Dataset entries below:

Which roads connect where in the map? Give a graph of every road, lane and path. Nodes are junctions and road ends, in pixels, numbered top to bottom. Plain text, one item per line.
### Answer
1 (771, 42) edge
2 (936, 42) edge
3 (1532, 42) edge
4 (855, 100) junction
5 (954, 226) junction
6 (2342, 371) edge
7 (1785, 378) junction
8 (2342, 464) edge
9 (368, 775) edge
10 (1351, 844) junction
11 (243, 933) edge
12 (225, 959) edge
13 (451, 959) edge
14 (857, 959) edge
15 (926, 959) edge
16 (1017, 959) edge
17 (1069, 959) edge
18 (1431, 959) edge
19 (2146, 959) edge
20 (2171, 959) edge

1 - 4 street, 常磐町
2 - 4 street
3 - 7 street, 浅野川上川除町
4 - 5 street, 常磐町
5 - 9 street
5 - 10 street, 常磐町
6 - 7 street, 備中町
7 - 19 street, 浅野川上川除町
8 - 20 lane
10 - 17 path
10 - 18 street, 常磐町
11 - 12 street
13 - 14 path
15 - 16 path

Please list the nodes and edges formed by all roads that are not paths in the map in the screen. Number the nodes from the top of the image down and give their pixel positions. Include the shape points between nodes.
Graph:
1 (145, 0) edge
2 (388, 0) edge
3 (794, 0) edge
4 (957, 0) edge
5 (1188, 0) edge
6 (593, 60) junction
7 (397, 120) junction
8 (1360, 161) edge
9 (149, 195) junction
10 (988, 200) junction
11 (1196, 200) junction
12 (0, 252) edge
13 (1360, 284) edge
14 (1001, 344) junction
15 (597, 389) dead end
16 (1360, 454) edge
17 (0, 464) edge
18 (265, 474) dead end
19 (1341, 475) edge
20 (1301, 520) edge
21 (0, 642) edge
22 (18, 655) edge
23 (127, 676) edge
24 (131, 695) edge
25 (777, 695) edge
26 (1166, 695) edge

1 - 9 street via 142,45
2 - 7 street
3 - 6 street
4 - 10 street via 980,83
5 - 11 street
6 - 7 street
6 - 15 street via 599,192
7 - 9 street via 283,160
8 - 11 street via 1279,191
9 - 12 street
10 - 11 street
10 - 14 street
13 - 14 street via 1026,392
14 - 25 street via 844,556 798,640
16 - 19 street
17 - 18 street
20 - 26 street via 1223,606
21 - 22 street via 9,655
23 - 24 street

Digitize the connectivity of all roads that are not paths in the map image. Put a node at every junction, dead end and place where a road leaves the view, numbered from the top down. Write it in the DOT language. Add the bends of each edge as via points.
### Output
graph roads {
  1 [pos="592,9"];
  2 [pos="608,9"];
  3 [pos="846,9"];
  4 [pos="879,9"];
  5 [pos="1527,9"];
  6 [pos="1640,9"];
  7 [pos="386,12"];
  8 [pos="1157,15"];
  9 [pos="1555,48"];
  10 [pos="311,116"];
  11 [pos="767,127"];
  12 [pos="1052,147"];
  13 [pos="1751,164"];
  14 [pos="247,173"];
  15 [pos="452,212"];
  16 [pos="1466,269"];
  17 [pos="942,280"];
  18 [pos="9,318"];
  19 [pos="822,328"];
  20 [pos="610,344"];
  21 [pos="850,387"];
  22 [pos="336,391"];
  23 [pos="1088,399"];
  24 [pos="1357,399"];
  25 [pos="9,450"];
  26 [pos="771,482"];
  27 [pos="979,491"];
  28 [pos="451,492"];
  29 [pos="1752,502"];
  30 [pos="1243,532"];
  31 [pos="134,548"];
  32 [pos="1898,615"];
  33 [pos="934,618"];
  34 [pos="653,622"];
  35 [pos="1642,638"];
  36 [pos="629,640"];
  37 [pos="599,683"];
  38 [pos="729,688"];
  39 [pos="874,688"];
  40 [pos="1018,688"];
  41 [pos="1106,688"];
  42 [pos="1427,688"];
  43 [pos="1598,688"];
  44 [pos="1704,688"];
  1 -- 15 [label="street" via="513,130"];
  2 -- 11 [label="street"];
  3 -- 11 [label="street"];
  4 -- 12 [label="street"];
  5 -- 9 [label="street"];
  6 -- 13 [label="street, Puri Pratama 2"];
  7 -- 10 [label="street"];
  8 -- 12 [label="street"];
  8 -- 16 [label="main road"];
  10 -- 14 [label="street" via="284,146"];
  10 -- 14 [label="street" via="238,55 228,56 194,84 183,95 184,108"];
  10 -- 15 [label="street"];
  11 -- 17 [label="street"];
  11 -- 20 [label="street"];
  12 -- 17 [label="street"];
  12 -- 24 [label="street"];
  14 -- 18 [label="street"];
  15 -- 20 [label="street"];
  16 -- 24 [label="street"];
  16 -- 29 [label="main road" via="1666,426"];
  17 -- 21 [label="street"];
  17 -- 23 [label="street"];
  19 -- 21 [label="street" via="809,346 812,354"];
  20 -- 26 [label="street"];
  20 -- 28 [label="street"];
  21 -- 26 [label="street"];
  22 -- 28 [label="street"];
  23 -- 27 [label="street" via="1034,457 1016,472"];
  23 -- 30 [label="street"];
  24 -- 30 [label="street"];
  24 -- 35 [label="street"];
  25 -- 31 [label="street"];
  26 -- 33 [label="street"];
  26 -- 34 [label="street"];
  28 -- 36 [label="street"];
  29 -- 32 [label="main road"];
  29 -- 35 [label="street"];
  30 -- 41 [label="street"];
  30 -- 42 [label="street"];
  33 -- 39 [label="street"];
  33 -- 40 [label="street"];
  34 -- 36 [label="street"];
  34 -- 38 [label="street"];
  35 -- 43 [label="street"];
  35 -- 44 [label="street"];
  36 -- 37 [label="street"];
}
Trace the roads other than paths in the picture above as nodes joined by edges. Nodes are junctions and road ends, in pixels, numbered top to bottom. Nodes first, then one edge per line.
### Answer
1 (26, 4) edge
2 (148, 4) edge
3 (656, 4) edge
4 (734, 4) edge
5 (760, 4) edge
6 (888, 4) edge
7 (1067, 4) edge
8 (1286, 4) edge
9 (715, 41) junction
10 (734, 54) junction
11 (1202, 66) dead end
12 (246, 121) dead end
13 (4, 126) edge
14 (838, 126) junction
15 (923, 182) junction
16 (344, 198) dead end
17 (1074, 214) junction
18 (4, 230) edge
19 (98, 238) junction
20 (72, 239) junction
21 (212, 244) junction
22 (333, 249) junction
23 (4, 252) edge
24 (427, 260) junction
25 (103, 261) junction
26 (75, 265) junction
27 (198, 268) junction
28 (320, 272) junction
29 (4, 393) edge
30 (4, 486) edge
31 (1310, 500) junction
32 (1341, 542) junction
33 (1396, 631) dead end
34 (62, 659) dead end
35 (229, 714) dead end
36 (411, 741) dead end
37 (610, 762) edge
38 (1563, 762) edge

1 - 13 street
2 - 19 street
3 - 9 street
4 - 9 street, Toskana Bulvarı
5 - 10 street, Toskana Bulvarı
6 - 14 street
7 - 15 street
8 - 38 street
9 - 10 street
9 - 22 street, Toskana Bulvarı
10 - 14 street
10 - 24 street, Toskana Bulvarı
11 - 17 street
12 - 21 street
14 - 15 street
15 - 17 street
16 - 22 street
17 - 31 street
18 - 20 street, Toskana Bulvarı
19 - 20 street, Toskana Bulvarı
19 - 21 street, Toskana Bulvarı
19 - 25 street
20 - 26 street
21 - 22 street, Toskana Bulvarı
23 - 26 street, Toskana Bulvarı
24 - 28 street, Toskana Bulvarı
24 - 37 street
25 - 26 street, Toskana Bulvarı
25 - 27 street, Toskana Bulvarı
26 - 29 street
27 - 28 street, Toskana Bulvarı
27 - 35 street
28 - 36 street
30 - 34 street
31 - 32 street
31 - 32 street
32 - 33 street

End of Dataset entries.

Task objective: Only lines that contain the string "lane" count; pick each one out of the records and copy it.

Reply:
Which roads connect where in the map? Give a graph of every road, lane and path. Nodes are junctions and road ends, in pixels, numbered top to bottom. Plain text, one item per line.
8 - 20 lane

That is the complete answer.